## DESCRIPTION OF THE TASK
Where does the string "then" appear? Copy every line of the entries below that holds it.

Data extracted from a collection:
>>

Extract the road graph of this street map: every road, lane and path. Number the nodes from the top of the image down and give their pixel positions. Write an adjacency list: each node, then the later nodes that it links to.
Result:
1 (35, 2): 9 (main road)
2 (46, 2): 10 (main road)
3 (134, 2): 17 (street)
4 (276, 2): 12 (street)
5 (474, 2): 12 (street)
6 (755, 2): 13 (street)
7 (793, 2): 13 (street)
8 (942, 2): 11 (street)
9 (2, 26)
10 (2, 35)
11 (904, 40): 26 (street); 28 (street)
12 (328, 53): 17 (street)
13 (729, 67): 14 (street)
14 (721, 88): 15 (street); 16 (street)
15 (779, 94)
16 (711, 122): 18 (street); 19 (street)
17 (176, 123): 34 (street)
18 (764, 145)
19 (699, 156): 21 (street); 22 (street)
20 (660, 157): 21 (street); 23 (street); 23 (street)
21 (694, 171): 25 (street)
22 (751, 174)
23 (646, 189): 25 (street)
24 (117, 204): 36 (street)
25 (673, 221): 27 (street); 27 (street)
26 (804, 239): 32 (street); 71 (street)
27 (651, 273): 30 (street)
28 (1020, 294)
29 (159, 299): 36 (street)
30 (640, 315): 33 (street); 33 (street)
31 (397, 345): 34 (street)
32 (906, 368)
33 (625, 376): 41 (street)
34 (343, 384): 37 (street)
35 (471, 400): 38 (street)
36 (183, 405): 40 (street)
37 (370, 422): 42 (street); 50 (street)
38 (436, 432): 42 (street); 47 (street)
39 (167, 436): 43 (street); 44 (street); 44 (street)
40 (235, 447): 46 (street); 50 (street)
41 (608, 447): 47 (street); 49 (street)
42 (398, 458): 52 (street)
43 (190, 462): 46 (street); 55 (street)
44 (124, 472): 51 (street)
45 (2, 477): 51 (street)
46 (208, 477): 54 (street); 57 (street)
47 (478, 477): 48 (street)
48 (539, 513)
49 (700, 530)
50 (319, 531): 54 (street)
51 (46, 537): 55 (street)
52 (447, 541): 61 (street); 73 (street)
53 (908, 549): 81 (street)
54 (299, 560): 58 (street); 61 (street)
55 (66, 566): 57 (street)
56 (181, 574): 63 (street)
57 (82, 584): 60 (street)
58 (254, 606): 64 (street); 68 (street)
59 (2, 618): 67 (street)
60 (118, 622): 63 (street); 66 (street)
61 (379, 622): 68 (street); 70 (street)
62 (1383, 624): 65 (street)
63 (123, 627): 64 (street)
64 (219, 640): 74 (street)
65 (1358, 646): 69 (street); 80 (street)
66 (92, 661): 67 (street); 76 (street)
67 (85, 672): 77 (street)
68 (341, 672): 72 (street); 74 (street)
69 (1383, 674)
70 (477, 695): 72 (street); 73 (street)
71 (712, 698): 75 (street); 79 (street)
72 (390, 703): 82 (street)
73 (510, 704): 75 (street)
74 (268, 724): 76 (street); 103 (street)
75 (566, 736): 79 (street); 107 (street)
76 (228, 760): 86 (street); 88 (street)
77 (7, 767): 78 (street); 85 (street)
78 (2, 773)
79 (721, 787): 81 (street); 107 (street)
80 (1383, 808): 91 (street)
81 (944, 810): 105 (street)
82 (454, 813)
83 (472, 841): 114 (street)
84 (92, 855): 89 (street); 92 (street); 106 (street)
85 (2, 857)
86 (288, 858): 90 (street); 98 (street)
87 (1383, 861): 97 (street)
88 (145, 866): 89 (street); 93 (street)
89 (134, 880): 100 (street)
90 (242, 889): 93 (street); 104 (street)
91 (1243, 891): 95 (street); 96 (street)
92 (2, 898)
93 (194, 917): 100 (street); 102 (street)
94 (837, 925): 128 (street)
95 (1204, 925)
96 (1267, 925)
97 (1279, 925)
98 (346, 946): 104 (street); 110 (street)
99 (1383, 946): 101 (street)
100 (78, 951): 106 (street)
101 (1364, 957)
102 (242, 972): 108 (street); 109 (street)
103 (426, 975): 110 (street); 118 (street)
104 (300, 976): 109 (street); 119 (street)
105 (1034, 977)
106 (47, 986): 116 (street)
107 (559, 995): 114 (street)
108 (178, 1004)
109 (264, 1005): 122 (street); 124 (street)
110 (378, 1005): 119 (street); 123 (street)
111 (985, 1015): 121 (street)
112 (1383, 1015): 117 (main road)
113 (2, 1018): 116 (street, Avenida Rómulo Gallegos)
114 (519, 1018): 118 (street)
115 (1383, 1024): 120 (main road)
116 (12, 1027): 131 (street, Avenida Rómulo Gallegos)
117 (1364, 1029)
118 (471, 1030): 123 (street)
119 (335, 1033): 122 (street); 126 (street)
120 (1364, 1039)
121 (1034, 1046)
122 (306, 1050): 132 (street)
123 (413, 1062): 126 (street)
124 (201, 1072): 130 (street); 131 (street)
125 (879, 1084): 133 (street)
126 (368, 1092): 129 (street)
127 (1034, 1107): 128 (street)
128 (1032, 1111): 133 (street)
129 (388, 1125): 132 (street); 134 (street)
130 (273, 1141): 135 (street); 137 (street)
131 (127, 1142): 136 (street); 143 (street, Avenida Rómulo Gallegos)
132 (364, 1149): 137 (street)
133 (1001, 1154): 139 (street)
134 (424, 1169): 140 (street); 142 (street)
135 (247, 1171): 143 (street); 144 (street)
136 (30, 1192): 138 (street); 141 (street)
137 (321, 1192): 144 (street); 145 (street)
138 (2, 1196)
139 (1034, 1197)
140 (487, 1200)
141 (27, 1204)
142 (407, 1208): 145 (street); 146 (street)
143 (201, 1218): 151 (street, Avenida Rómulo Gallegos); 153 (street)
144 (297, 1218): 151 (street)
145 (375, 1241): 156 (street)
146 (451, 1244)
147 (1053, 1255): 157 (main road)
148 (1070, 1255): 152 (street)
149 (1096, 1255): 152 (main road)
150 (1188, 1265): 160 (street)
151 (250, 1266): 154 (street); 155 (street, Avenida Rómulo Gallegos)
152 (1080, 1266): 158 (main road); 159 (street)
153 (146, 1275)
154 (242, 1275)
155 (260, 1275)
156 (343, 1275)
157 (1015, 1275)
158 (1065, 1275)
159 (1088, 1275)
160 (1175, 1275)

<<
>>

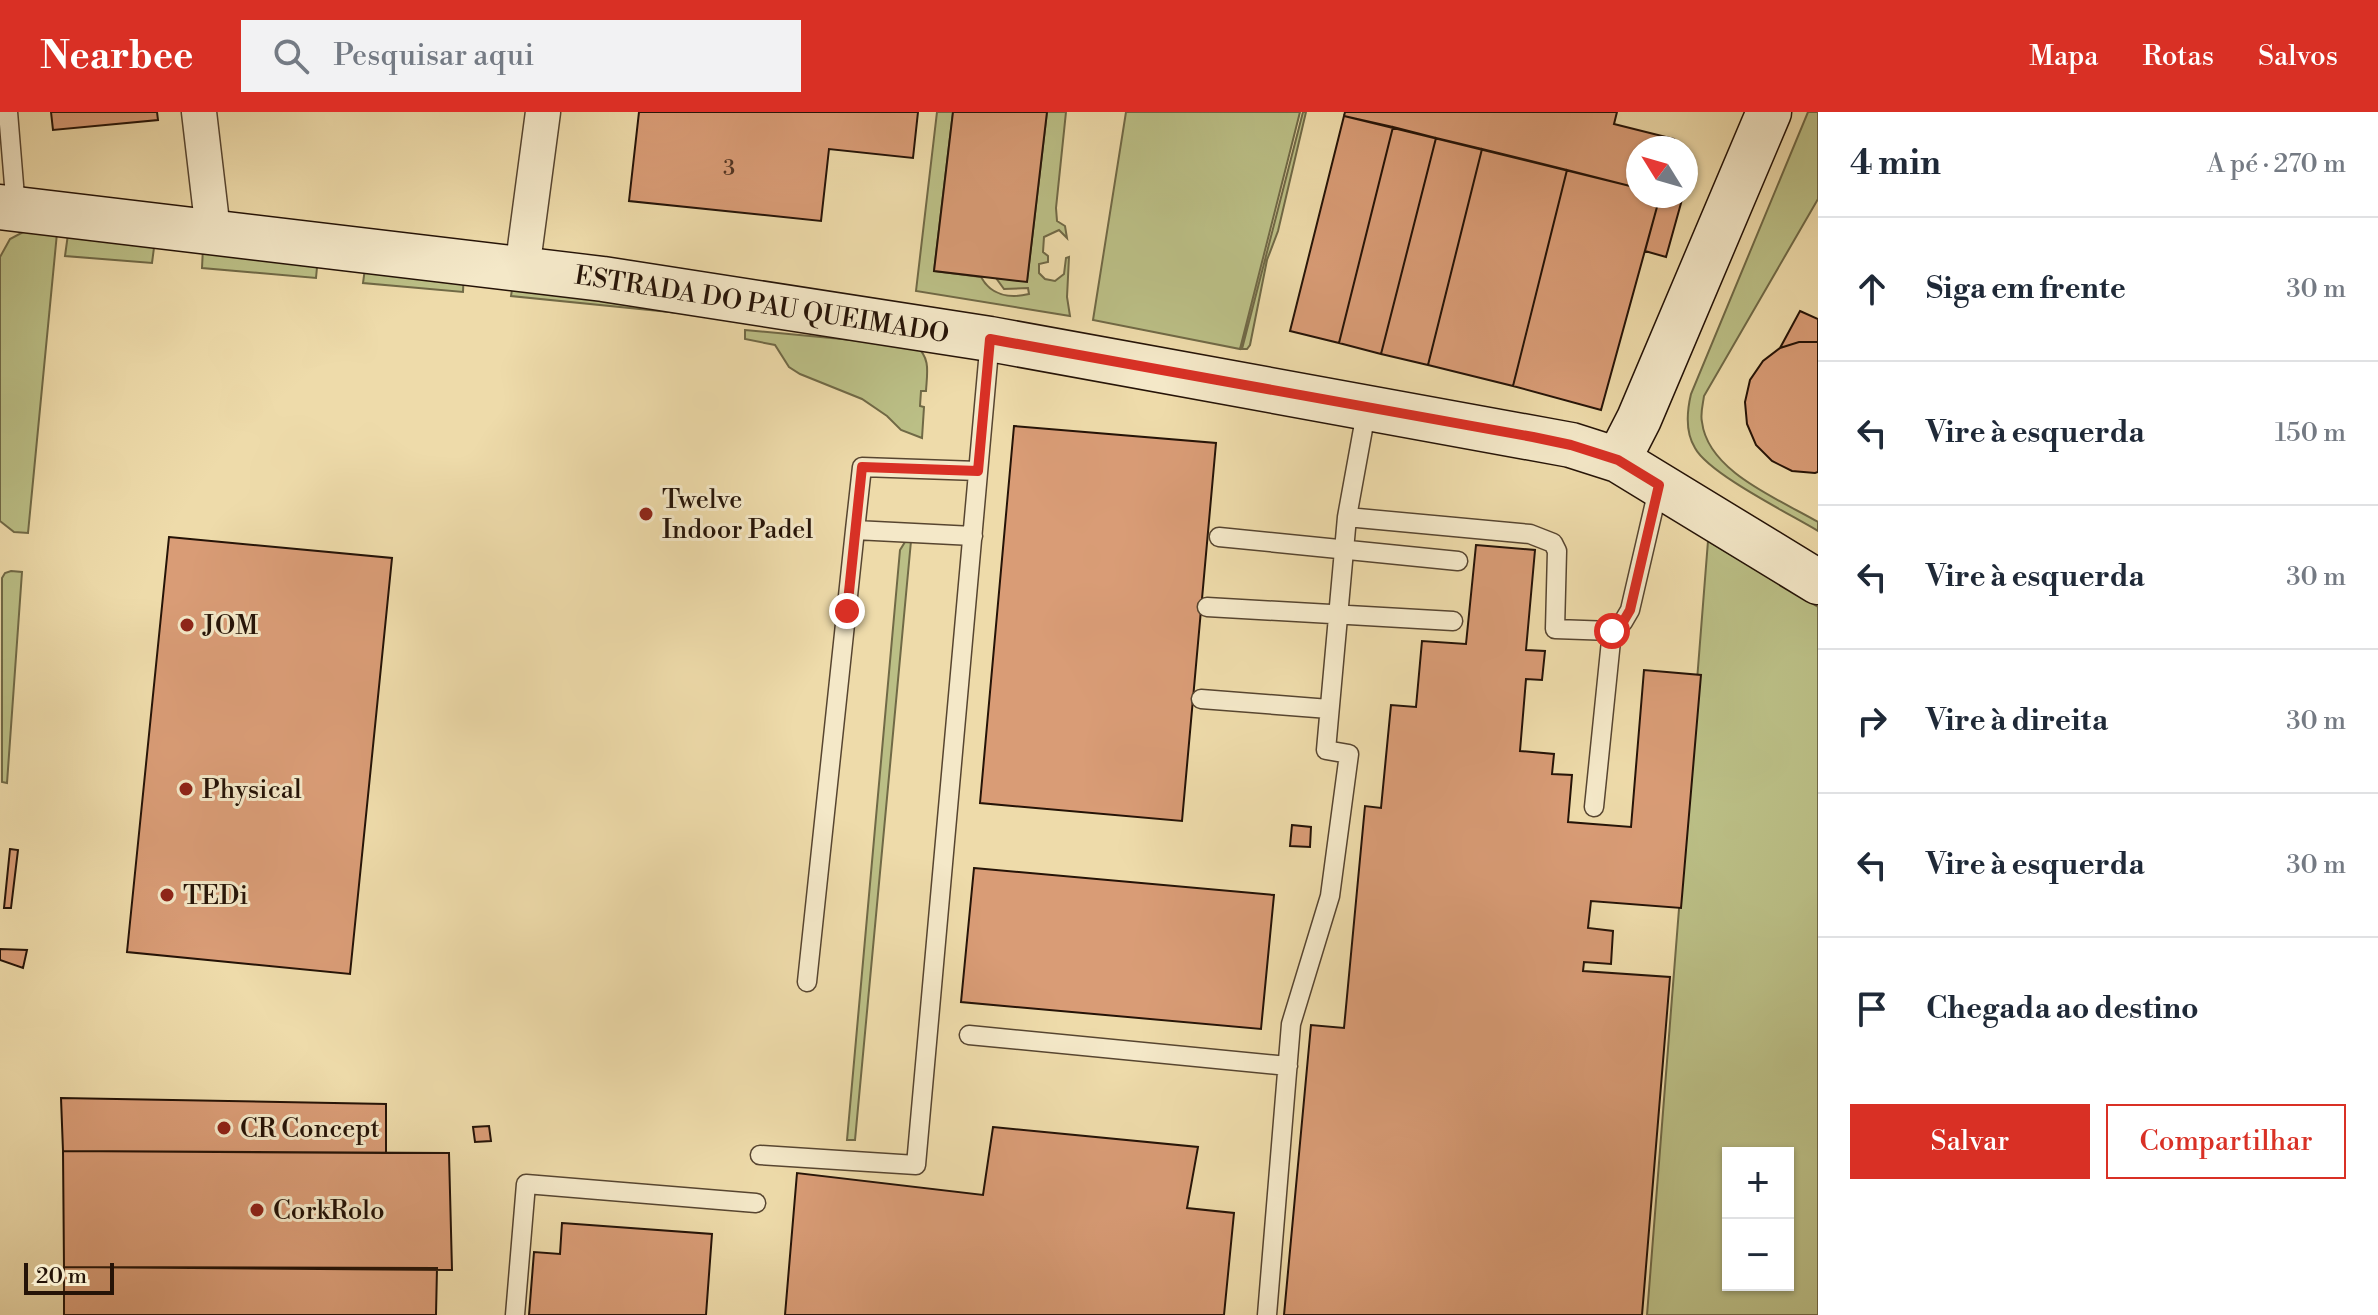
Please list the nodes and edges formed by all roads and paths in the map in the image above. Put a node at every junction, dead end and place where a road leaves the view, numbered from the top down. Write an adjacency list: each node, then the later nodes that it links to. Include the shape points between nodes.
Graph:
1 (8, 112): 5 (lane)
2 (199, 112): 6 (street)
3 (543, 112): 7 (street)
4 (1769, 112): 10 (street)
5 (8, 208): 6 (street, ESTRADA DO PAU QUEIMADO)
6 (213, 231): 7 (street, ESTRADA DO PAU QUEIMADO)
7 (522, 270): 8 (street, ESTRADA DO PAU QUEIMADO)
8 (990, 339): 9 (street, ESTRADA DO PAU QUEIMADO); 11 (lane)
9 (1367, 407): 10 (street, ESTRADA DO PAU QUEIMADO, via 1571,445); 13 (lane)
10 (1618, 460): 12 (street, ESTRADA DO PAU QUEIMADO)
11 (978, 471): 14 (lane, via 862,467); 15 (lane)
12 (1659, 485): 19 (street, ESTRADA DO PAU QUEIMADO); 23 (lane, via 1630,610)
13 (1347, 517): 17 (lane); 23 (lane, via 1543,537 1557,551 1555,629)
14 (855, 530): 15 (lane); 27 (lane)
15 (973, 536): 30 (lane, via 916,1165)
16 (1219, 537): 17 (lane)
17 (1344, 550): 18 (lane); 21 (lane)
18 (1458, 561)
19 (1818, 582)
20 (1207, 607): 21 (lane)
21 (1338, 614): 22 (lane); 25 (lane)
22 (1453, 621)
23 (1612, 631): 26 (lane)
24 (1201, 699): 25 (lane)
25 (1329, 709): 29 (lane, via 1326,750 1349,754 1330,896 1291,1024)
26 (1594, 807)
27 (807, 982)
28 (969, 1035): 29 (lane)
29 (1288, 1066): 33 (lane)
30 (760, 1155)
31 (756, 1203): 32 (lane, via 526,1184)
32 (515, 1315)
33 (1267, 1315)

<<

## ANSWER AREA
Extract the road graph of this street map: every road, lane and path. Number the nodes from the top of the image down and give their pixel positions. Write an adjacency list: each node, then the later nodes that it links to.
Please list the nodes and edges formed by all roads and paths in the map in the image above. Put a node at every junction, dead end and place where a road leaves the view, numbered from the top down. Write an adjacency list: each node, then the later nodes that it links to. Include the shape points between nodes.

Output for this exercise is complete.